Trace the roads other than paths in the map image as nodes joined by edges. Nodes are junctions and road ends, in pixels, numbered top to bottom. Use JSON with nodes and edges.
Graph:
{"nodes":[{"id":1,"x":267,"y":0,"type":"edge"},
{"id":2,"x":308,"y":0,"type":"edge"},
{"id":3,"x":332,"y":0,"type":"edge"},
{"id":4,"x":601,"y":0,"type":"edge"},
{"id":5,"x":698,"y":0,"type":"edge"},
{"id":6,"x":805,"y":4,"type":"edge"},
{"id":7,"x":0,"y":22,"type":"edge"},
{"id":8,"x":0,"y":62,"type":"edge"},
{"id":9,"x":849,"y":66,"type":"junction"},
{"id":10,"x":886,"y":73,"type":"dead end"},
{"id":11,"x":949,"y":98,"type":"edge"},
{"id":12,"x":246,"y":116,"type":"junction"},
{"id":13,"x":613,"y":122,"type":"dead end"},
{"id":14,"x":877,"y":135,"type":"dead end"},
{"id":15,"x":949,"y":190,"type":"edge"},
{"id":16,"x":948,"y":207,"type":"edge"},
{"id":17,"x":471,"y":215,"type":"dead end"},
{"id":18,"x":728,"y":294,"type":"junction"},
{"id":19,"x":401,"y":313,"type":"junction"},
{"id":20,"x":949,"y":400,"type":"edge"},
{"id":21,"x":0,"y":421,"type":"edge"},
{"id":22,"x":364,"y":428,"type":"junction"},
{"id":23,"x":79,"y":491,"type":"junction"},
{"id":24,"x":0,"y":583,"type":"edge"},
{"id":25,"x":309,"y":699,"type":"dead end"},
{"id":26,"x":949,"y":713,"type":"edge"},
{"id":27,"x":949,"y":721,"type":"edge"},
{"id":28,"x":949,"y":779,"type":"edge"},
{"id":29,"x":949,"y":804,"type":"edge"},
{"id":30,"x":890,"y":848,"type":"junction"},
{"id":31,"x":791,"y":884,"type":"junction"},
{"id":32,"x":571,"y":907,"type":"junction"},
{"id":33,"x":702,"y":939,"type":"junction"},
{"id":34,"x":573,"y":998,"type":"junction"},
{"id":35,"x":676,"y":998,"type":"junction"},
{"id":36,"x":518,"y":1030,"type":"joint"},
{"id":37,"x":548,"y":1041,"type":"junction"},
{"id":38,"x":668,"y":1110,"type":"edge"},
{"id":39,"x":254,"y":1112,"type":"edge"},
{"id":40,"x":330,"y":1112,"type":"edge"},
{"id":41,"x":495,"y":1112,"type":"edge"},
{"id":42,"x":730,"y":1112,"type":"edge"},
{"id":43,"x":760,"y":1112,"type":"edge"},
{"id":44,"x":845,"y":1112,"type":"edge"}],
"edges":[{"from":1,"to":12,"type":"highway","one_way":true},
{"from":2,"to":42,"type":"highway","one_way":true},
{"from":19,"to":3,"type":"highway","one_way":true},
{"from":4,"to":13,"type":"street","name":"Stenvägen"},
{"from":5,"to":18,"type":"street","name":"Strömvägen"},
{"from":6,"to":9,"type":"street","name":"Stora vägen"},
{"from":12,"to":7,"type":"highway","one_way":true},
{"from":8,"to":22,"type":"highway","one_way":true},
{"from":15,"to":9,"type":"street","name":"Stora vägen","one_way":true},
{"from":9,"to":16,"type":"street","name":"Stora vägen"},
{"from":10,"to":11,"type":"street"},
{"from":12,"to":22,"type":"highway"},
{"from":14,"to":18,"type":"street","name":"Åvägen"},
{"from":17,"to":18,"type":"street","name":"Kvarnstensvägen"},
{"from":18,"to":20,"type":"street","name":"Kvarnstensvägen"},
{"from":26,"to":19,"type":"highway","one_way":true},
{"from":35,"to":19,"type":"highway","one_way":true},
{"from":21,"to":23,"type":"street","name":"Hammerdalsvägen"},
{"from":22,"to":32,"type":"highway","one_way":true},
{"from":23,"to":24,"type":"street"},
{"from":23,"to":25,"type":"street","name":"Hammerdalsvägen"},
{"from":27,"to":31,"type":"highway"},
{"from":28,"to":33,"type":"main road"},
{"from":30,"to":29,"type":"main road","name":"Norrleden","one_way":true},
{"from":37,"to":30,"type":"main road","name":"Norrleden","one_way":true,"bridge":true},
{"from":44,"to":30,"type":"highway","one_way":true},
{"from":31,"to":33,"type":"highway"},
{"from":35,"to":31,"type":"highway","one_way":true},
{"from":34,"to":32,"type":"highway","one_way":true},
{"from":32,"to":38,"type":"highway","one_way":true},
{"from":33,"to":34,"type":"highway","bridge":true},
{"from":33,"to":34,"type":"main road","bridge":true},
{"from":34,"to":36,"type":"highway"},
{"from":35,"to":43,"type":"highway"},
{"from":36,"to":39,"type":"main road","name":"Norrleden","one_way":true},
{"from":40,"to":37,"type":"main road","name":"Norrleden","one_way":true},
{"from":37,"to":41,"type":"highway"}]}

━━━━━━━━━━━━━━━━

# EXERCISE PROMPT:
Every line in the data above that contains the word "Stora" counts; report how many there are and nothing more.

# SOLUTION BELOW:
3